Review
The Twenty-Four Carat Buddha: Healing trauma through fables
In The Twenty-Four Carat Buddha, psychologist Maxine Harris, co-founder of Community Connections, the largest mental health agency in Washington, D.C., demonstrates the value of fables as an effective means to self-exploration and truth-seeking. In our search to make sense of our lives, we often turn to stories because they are paradoxically personal and impersonal at the same time, thus allowing us to take stock of our values and make moral sense of our lives in a way that is safe and non-threatening.
These stories are a gift to anyone interested in raising their level of consciousness. Published by Sidran Institute Press, which specializes in resources on traumatic stress and dissociative conditions, the 24 fables can also provide a vehicle to help people with trauma find value, strength and peace.
Despite what the book’s title might suggest, the fables do not reflect a specific faith-based orientation. Rather, they explore the universal human condition. The Buddha, like other great spiritual leaders, touched people’s hearts by speaking in the language of emotion, with which anyone can identify, regardless of their religious or spiritual orientation.
Using fables as a means of self-discovery enables us to become aware of the ego’s moves because the focus on the tale holds the reader in a way that makes honest self-reflection and emotional intensity safe, thus allowing the reader to recognize and address issues the fable has called forth. These stories do not pass judgment or offer advice.
The structure of the book invites varying levels of self-discovery. The first part contains the stories themselves. The second part serves as a therapeutic guide, in which Harris provides commentary and an evocative set of questions for each fable. The reader can contemplate these questions alone or with a counsellor or group of friends or colleagues.
I have used the fables myself in clinical practice with women with trauma and substance use and mental health issues. Guided by the commentary, I selected several fables that would be meaningful to my clients who participate in a weekly journal writing group in a women’s inpatient unit. We also used self-reflection questions from the appendix. One of the fables, “Inktomi,” proved an effective tool to help clients differentiate healthy self-improvement from the powerful longing to be different that arises from a lack of self-acceptance. The exercise prompted a level of engagement and self-reflection that the women found gratifying. Some told me that the fables engaged their imagination in meaningful ways, and that by putting themselves in the position of various characters in the fables, such as Inktomi, a spider, they could connect issues emerging from the fables with issues in their own lives. One client later told me that through exploring the fable, she was able for the first time to confront how a scar from an automobile accident had restricted her life and to discuss it with her mother.

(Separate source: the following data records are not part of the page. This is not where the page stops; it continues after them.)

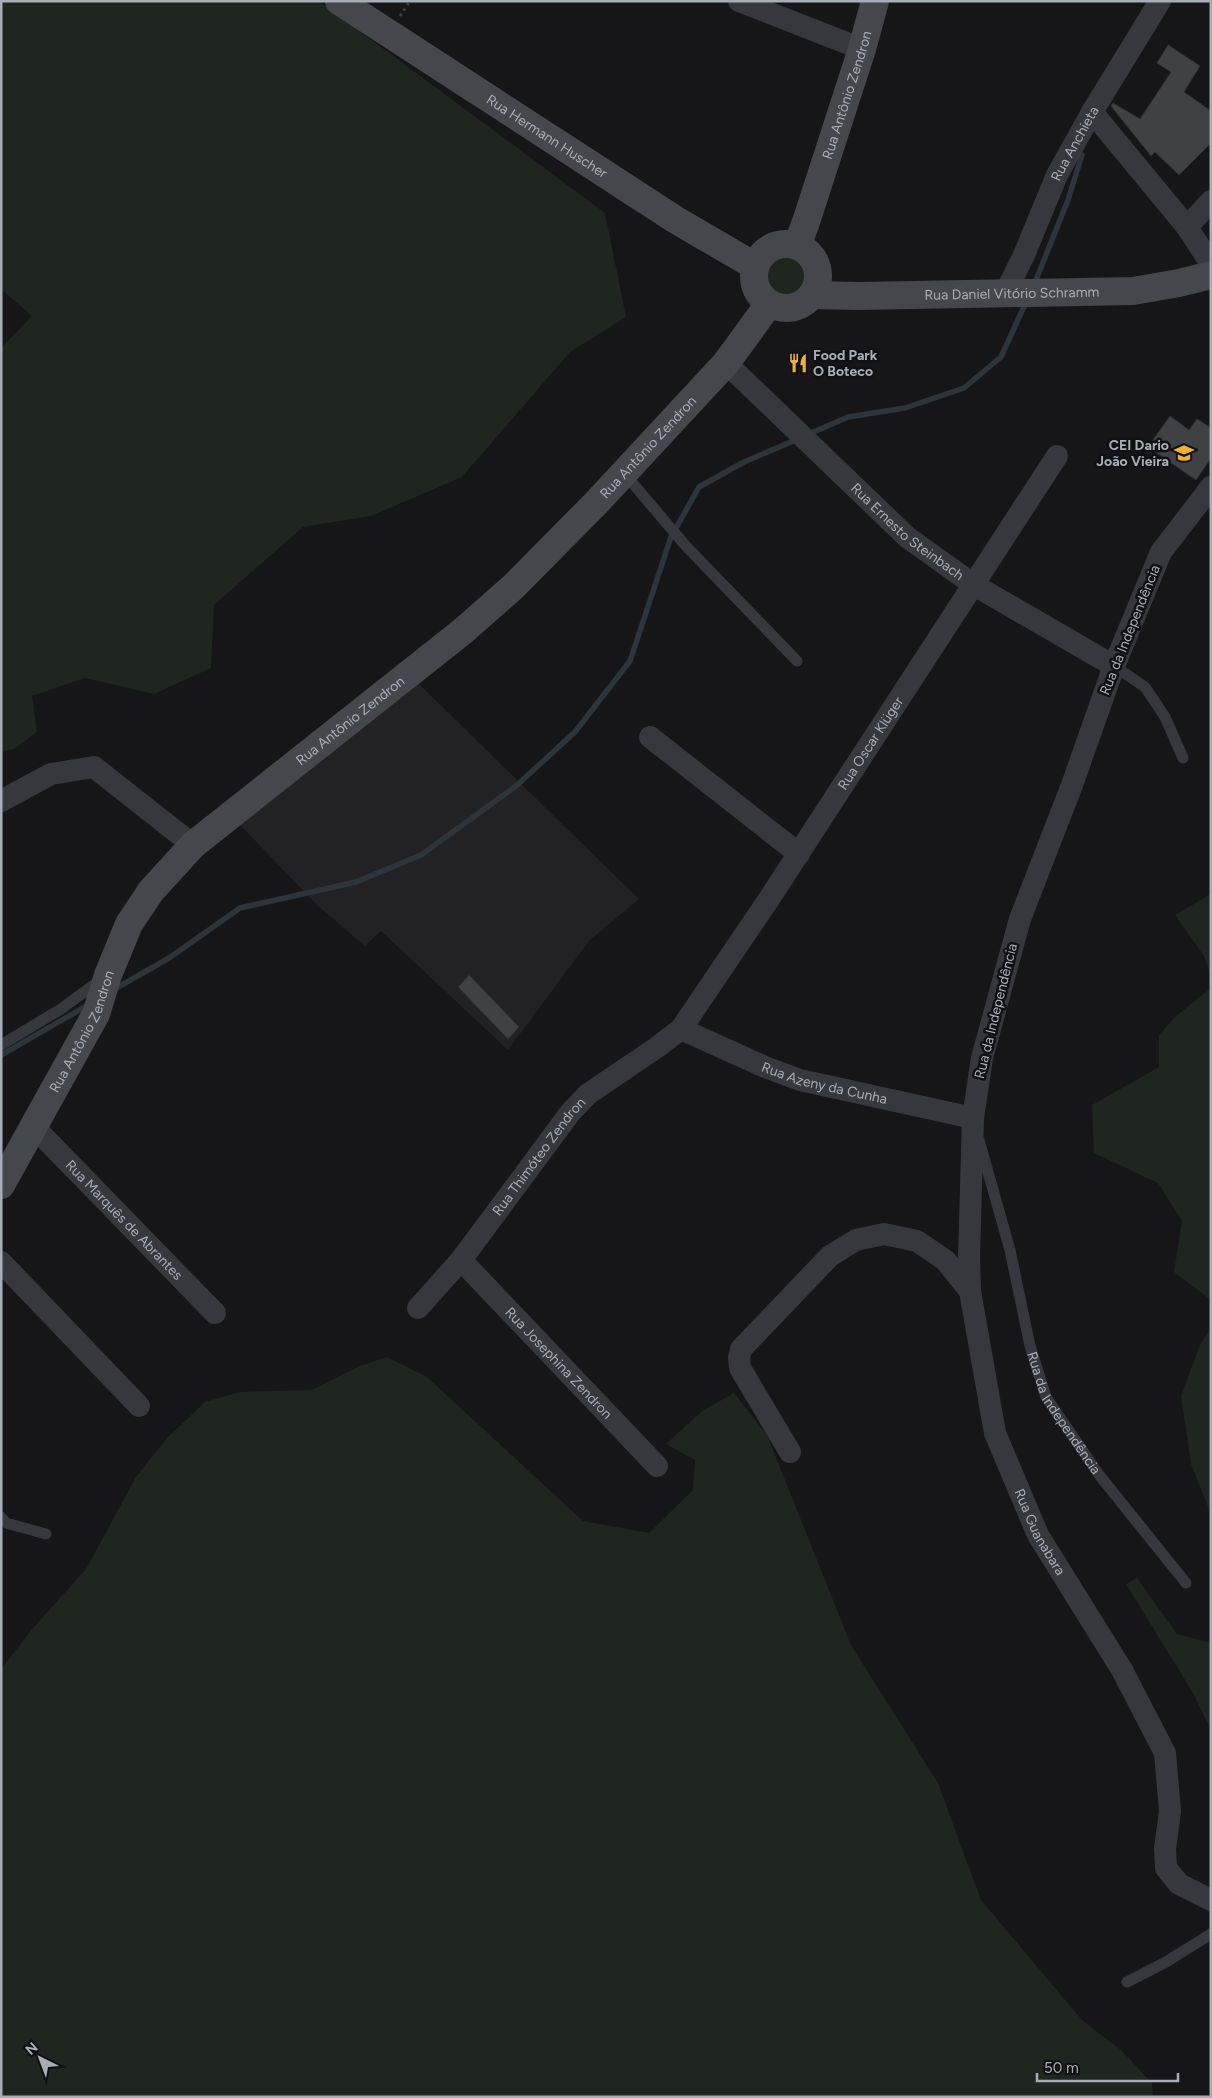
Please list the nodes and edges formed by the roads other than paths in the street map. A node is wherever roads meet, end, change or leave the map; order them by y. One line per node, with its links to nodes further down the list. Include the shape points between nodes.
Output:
1 (339, 1): 11 (street, Rua Hermann Huscher, via 668,215)
2 (739, 1): 5 (street)
3 (875, 1): 5 (street, Rua Antônio Zendron)
4 (1160, 1): 6 (street, Rua Anchieta)
5 (862, 49): 9 (street, Rua Antônio Zendron)
6 (1092, 112): 8 (street); 13 (street, Rua Anchieta, via 1057,175)
7 (1211, 200): 8 (street)
8 (1187, 227): 10 (street)
9 (797, 246): 11 (street, via 784,244 772,247); 14 (street, via 807,252 816,267 817,284)
10 (1211, 264)
11 (755, 266): 15 (street, via 756,287)
12 (1211, 275): 13 (street, Rua Daniel Vitório Schramm, via 1178,284 1133,290)
13 (1010, 293): 14 (street, Rua Daniel Vitório Schramm)
14 (812, 295): 15 (street, via 792,308)
15 (769, 304): 16 (street, Rua Antônio Zendron)
16 (726, 363): 18 (street, Rua Antônio Zendron); 20 (street, Rua Ernesto Steinbach, via 906,537)
17 (1057, 456): 20 (street, Rua Oscar Klüger)
18 (624, 473): 21 (lane, via 685,545); 26 (street, Rua Antônio Zendron, via 514,586 463,631)
19 (1211, 487): 22 (street, Rua da Independência, via 1161,552)
20 (974, 584): 22 (street, Rua Ernesto Steinbach); 27 (street, Rua Oscar Klüger)
21 (797, 662)
22 (1114, 666): 24 (lane, via 1146,687); 31 (street, Rua da Independência, via 1020,919 982,1058)
23 (650, 737): 27 (street)
24 (1183, 758)
25 (1, 800): 26 (street, via 51,774 94,767)
26 (193, 845): 28 (street, Rua Antônio Zendron, via 151,891 129,924)
27 (799, 854): 29 (street, Rua Oscar Klüger)
28 (103, 991): 30 (lane, via 61,1009); 32 (street, Rua Antônio Zendron)
29 (681, 1029): 31 (street, Rua Azeny da Cunha, via 800,1080); 34 (street, Rua Thimóteo Zendron, via 588,1094)
30 (1, 1045)
31 (973, 1118): 36 (street, Rua Guanabara); 44 (lane, Rua da Independência, via 1010,1250 1030,1346 1046,1397 1100,1476)
32 (33, 1126): 33 (street, Rua Antônio Zendron); 38 (street, Rua Marquês de Abrantes)
33 (1, 1185)
34 (461, 1260): 37 (street, Rua Thimóteo Zendron); 41 (street, Rua Josephina Zendron)
35 (1, 1262): 39 (street)
36 (970, 1291): 40 (street, via 945,1260 917,1241 884,1234 856,1240 830,1256 742,1349 738,1358 740,1368); 45 (street, Rua Guanabara, via 996,1433 1038,1535 1122,1670 1165,1753 1170,1811 1166,1868 1179,1884)
37 (418, 1308)
38 (215, 1313)
39 (139, 1406)
40 (790, 1452)
41 (657, 1466)
42 (1, 1517): 43 (lane, via 6,1523)
43 (46, 1534)
44 (1186, 1583)
45 (1211, 1900)
46 (1211, 1934): 47 (lane)
47 (1127, 1982)

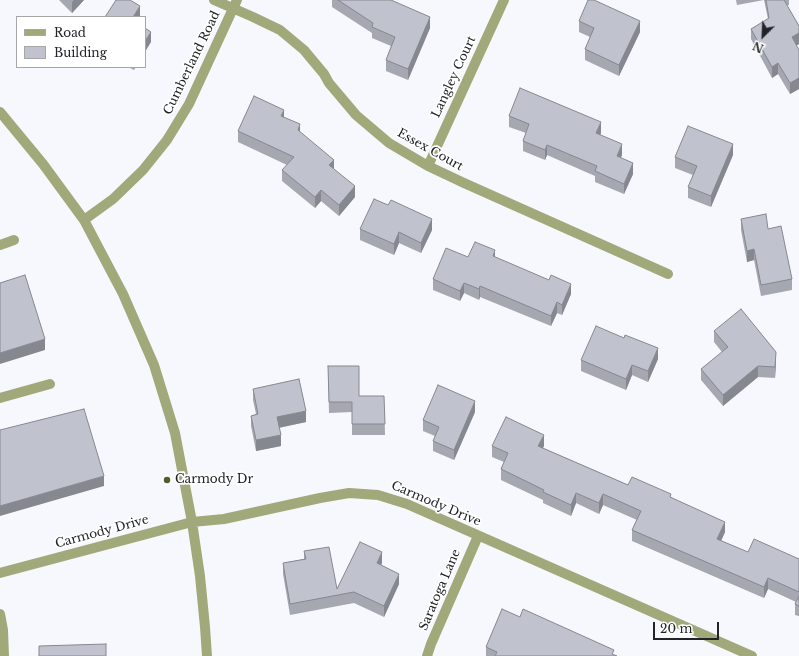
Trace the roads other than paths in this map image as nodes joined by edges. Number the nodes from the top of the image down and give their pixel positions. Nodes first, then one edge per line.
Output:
1 (214, 0) edge
2 (504, 0) edge
3 (235, 4) edge
4 (0, 112) edge
5 (428, 166) junction
6 (84, 220) junction
7 (14, 240) dead end
8 (0, 245) edge
9 (668, 274) dead end
10 (50, 384) dead end
11 (0, 398) edge
12 (192, 522) junction
13 (478, 536) junction
14 (0, 573) edge
15 (0, 614) edge
16 (4, 656) edge
17 (206, 656) edge
18 (427, 656) edge
19 (752, 656) edge

1 - 3 street, Essex Court
2 - 5 street, Langley Court
3 - 5 street, Essex Court
3 - 6 street, Cumberland Road
4 - 6 street
5 - 9 street, Essex Court
6 - 12 street
7 - 8 street
10 - 11 street
12 - 13 street, Carmody Drive
12 - 14 street, Carmody Drive
12 - 17 street
13 - 18 street, Saratoga Lane
13 - 19 street, Carmody Drive
15 - 16 street

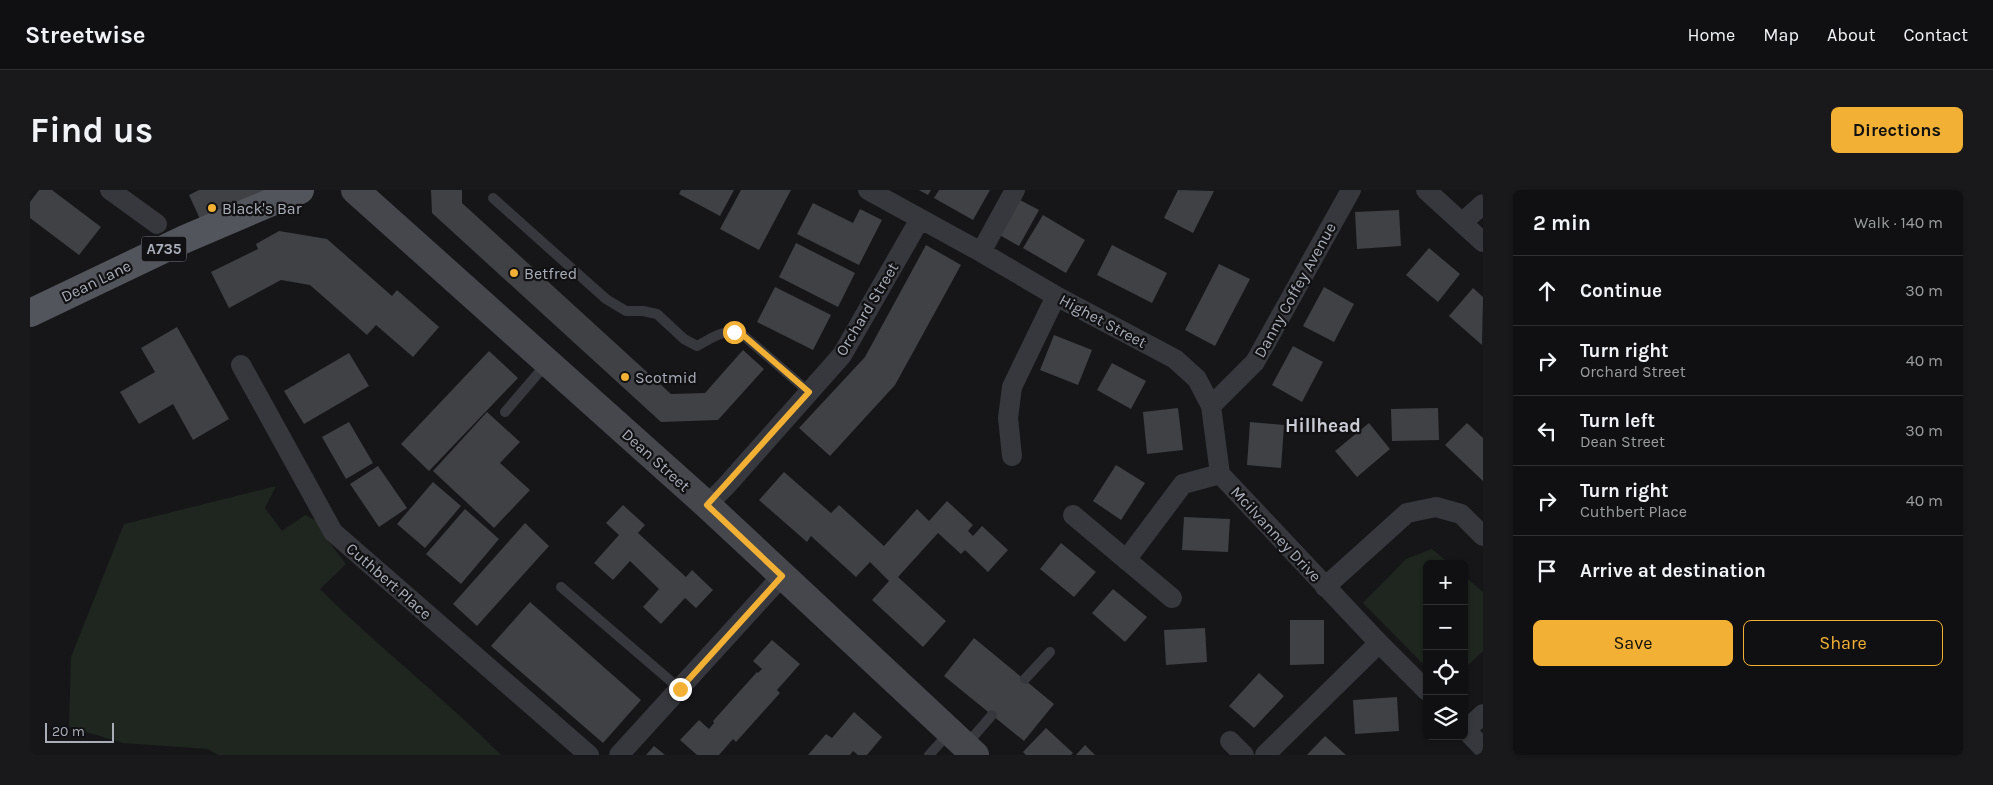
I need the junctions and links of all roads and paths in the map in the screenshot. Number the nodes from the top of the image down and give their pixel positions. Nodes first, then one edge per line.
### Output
1 (110, 190) edge
2 (300, 190) edge
3 (355, 190) edge
4 (868, 190) edge
5 (1015, 190) edge
6 (1350, 190) edge
7 (1426, 190) edge
8 (493, 198) dead end
9 (1483, 204) edge
10 (920, 219) junction
11 (1463, 222) junction
12 (157, 224) dead end
13 (1483, 242) edge
14 (981, 252) junction
15 (1056, 296) junction
16 (30, 313) edge
17 (548, 362) junction
18 (241, 365) dead end
19 (809, 392) junction
20 (1211, 406) junction
21 (505, 412) dead end
22 (1012, 456) dead end
23 (1220, 474) junction
24 (707, 505) junction
25 (1073, 515) dead end
26 (1483, 536) edge
27 (1126, 560) junction
28 (782, 576) junction
29 (1325, 587) junction
30 (561, 588) dead end
31 (1172, 598) dead end
32 (1379, 643) junction
33 (1050, 652) dead end
34 (1025, 680) dead end
35 (1423, 687) edge
36 (680, 689) junction
37 (1483, 714) edge
38 (992, 715) dead end
39 (1468, 726) edge
40 (1468, 732) edge
41 (964, 744) edge
42 (1483, 748) edge
43 (589, 755) edge
44 (619, 755) edge
45 (929, 755) edge
46 (1265, 755) edge

1 - 12 street
2 - 16 main road, Dean Lane / A735
3 - 17 main road, Dean Street
4 - 10 street, Highet Street
5 - 14 street
6 - 20 street, Danny Coffey Avenue
7 - 11 street
8 - 19 lane
9 - 11 street
10 - 14 street, Highet Street
10 - 19 street, Orchard Street
11 - 13 street
14 - 15 street, Highet Street
15 - 20 street, Highet Street
15 - 22 street
17 - 21 lane
17 - 24 main road, Dean Street
18 - 43 street, Cuthbert Place
19 - 24 street, Orchard Street
20 - 23 street, Mcilvanney Drive
23 - 27 street
23 - 29 street, Mcilvanney Drive
24 - 28 main road, Dean Street
25 - 27 street
26 - 29 street
27 - 31 street
28 - 36 street
28 - 41 main road, Dean Street
29 - 32 street, Mcilvanney Drive
30 - 36 lane
32 - 35 street, Mcilvanney Drive
32 - 46 street
33 - 34 lane
36 - 44 street
37 - 39 street
38 - 41 lane
40 - 42 street
41 - 45 lane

These engaging fables teach lessons about the dilemmas and choices we face in life. They are also a valuable tool that professionals working with trauma survivors may want to use to help these people embark on the journey of self-discovery in a safe, non-threatening way.
The Twenty-Four Carat Buddha and other Fables: Stories of Self-Discovery. Maxine Harris. Sidran Institute Press, Baltimore, 2003, 192 pp., $13.95US.
Ann Dixie is an occupational therapist with the Women’s Program at the Centre for Addiction and Mental Health in Toronto.